Stored data entries:
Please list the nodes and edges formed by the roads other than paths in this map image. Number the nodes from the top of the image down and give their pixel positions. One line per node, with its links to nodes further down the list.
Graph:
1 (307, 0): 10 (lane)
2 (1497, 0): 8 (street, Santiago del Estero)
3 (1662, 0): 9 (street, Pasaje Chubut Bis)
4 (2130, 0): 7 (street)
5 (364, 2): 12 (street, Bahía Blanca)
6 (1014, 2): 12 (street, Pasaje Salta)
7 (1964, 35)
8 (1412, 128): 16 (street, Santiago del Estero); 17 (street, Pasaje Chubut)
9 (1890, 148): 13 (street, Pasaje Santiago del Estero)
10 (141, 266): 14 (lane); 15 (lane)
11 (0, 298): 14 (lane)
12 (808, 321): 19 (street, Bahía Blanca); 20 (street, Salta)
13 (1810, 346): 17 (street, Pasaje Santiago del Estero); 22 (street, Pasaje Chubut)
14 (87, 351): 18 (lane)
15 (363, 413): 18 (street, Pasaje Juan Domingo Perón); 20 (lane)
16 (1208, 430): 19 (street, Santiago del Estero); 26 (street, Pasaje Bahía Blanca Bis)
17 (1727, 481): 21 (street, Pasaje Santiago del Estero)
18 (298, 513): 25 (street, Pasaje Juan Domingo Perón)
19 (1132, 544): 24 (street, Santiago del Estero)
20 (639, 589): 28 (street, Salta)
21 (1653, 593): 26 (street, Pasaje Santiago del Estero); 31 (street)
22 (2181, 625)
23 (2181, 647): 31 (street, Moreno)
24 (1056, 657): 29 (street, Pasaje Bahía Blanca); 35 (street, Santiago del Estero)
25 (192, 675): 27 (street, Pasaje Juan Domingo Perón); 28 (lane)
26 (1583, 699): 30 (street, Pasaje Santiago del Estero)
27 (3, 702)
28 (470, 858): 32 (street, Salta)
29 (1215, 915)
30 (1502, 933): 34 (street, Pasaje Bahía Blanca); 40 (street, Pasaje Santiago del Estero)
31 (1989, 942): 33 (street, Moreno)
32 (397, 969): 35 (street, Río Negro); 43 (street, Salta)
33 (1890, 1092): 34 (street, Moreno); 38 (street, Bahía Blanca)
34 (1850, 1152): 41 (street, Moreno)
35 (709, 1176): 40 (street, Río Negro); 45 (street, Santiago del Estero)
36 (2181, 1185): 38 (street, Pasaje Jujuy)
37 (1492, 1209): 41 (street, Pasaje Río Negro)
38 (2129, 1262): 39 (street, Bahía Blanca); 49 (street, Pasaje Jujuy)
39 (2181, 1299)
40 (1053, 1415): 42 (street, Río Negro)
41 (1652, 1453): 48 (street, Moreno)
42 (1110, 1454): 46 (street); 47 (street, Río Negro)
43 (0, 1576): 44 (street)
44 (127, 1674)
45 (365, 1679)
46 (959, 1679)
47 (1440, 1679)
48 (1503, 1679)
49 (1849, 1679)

Exercise: Output the entries above exactly, please, with nothing dropped.

Answer for the task:
Please list the nodes and edges formed by the roads other than paths in this map image. Number the nodes from the top of the image down and give their pixel positions. One line per node, with its links to nodes further down the list.
Graph:
1 (307, 0): 10 (lane)
2 (1497, 0): 8 (street, Santiago del Estero)
3 (1662, 0): 9 (street, Pasaje Chubut Bis)
4 (2130, 0): 7 (street)
5 (364, 2): 12 (street, Bahía Blanca)
6 (1014, 2): 12 (street, Pasaje Salta)
7 (1964, 35)
8 (1412, 128): 16 (street, Santiago del Estero); 17 (street, Pasaje Chubut)
9 (1890, 148): 13 (street, Pasaje Santiago del Estero)
10 (141, 266): 14 (lane); 15 (lane)
11 (0, 298): 14 (lane)
12 (808, 321): 19 (street, Bahía Blanca); 20 (street, Salta)
13 (1810, 346): 17 (street, Pasaje Santiago del Estero); 22 (street, Pasaje Chubut)
14 (87, 351): 18 (lane)
15 (363, 413): 18 (street, Pasaje Juan Domingo Perón); 20 (lane)
16 (1208, 430): 19 (street, Santiago del Estero); 26 (street, Pasaje Bahía Blanca Bis)
17 (1727, 481): 21 (street, Pasaje Santiago del Estero)
18 (298, 513): 25 (street, Pasaje Juan Domingo Perón)
19 (1132, 544): 24 (street, Santiago del Estero)
20 (639, 589): 28 (street, Salta)
21 (1653, 593): 26 (street, Pasaje Santiago del Estero); 31 (street)
22 (2181, 625)
23 (2181, 647): 31 (street, Moreno)
24 (1056, 657): 29 (street, Pasaje Bahía Blanca); 35 (street, Santiago del Estero)
25 (192, 675): 27 (street, Pasaje Juan Domingo Perón); 28 (lane)
26 (1583, 699): 30 (street, Pasaje Santiago del Estero)
27 (3, 702)
28 (470, 858): 32 (street, Salta)
29 (1215, 915)
30 (1502, 933): 34 (street, Pasaje Bahía Blanca); 40 (street, Pasaje Santiago del Estero)
31 (1989, 942): 33 (street, Moreno)
32 (397, 969): 35 (street, Río Negro); 43 (street, Salta)
33 (1890, 1092): 34 (street, Moreno); 38 (street, Bahía Blanca)
34 (1850, 1152): 41 (street, Moreno)
35 (709, 1176): 40 (street, Río Negro); 45 (street, Santiago del Estero)
36 (2181, 1185): 38 (street, Pasaje Jujuy)
37 (1492, 1209): 41 (street, Pasaje Río Negro)
38 (2129, 1262): 39 (street, Bahía Blanca); 49 (street, Pasaje Jujuy)
39 (2181, 1299)
40 (1053, 1415): 42 (street, Río Negro)
41 (1652, 1453): 48 (street, Moreno)
42 (1110, 1454): 46 (street); 47 (street, Río Negro)
43 (0, 1576): 44 (street)
44 (127, 1674)
45 (365, 1679)
46 (959, 1679)
47 (1440, 1679)
48 (1503, 1679)
49 (1849, 1679)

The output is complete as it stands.